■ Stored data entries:
******************************

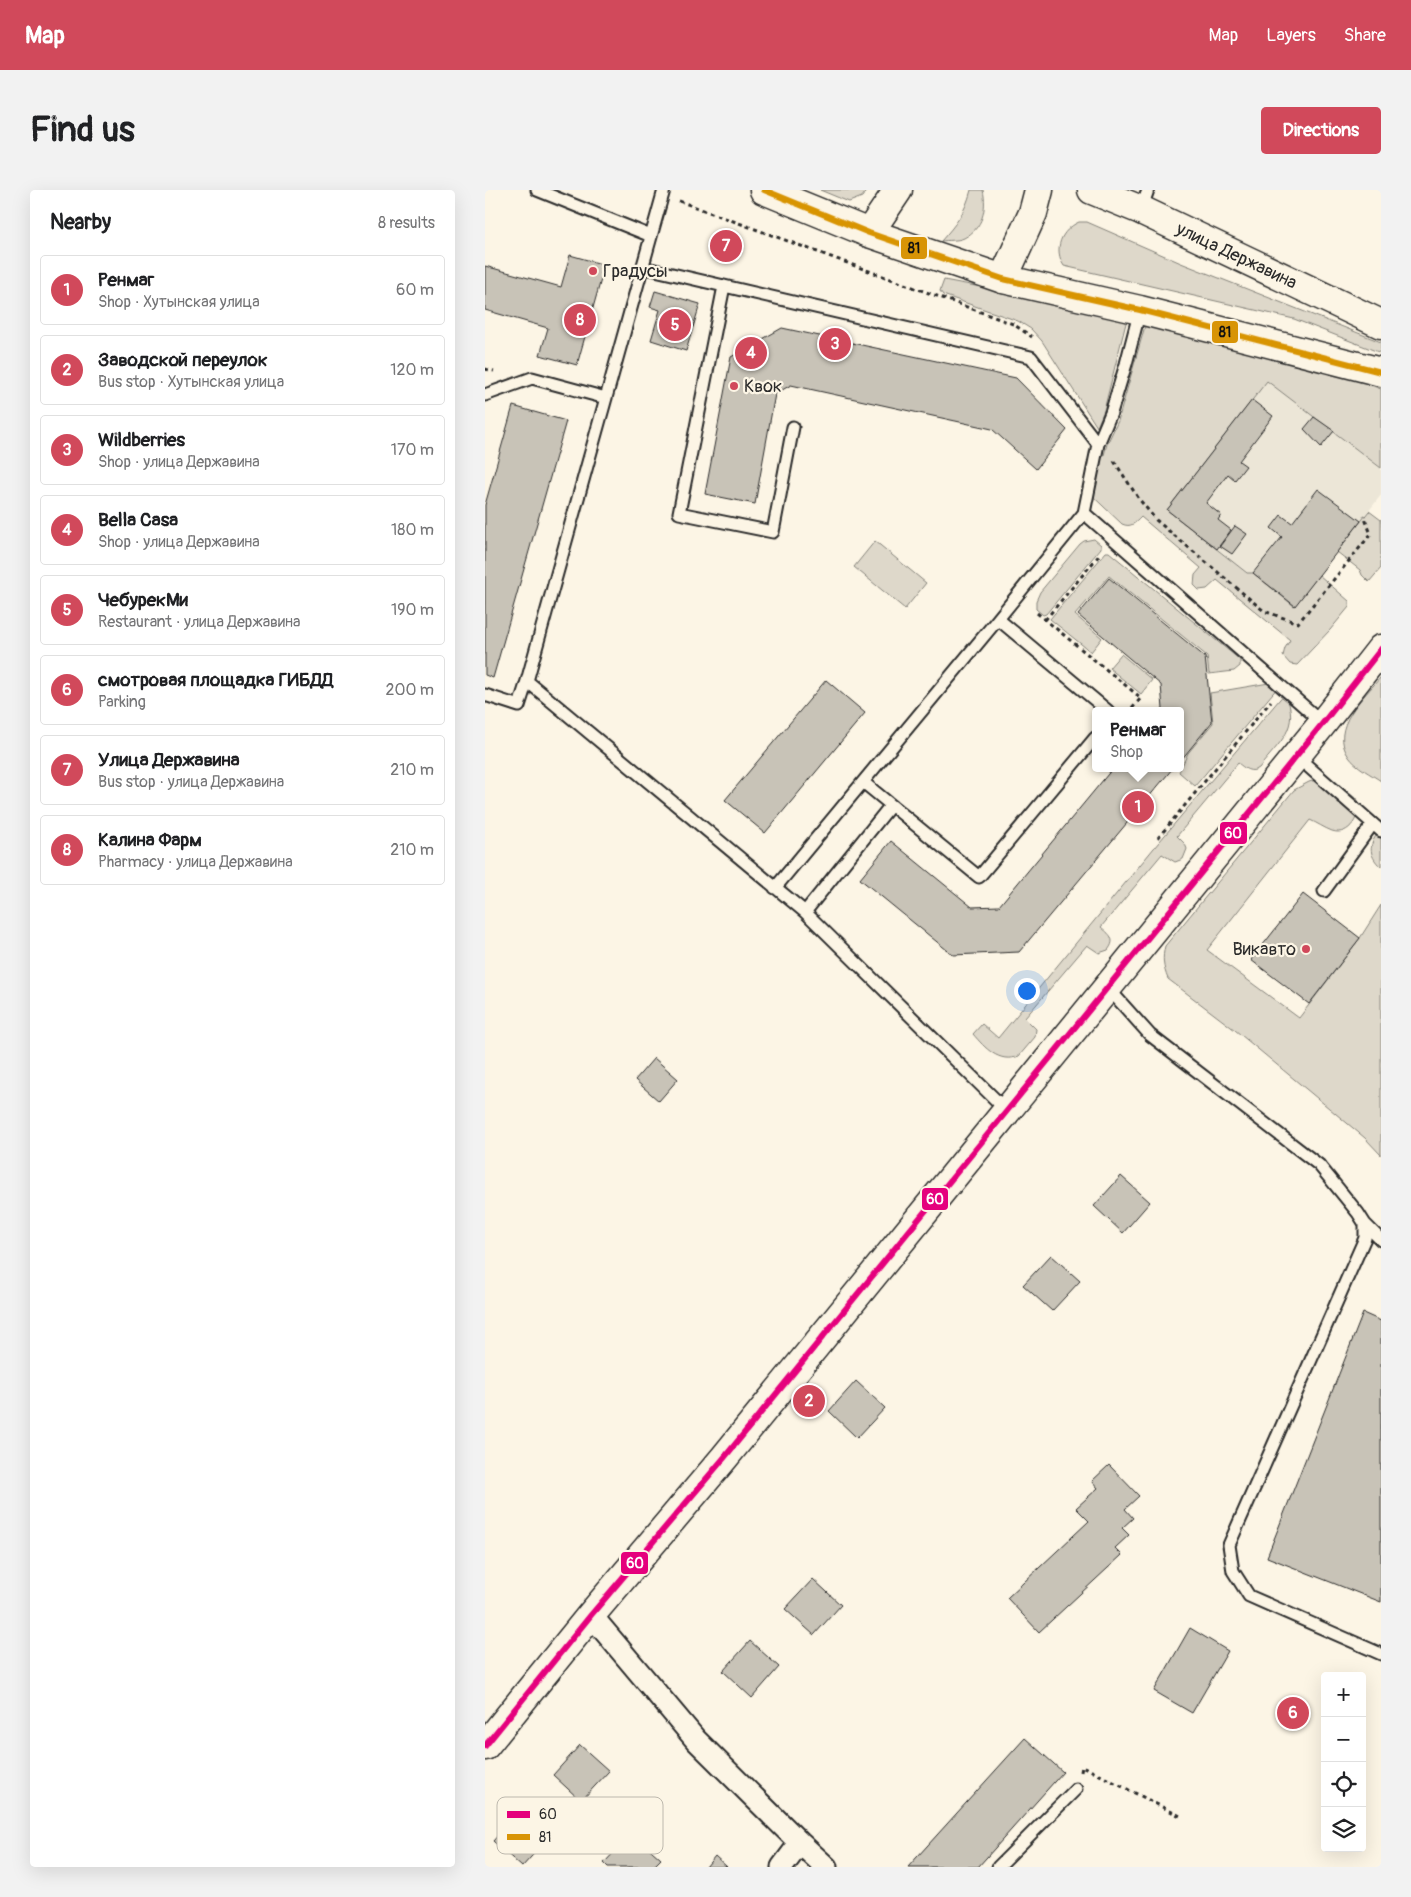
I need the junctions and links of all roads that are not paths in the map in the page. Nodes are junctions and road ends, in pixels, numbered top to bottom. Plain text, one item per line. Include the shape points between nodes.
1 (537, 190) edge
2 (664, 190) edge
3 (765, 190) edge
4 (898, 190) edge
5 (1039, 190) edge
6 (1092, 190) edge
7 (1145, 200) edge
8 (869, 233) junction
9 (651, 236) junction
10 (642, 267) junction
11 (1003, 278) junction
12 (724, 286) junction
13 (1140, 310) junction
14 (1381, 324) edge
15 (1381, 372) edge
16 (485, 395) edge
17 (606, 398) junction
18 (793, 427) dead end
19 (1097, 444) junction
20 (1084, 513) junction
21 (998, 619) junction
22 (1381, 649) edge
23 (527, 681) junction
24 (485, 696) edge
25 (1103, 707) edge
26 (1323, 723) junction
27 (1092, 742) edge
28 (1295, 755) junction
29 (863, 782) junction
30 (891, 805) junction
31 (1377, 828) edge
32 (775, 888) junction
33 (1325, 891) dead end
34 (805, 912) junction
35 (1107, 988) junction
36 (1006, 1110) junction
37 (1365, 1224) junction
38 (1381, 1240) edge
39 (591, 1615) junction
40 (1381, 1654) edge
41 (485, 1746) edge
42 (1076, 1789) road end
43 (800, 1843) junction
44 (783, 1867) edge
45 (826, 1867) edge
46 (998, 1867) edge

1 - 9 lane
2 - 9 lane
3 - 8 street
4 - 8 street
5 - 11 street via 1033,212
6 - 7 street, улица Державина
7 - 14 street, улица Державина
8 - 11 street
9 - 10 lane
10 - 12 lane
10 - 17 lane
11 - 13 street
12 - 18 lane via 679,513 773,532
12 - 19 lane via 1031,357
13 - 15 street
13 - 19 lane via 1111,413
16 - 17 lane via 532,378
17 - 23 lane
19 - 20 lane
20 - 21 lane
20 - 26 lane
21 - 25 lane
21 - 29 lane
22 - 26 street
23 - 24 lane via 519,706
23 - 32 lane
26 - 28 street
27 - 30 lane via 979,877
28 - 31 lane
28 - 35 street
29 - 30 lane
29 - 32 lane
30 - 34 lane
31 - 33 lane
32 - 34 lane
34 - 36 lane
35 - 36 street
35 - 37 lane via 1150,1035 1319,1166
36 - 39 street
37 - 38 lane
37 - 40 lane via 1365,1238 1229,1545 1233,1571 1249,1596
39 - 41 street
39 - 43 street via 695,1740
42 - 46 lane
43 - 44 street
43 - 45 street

******************************

■ Required work:
Lines containing the word "dead" must be found in the data above and copied.

■ Output:
18 (793, 427) dead end
33 (1325, 891) dead end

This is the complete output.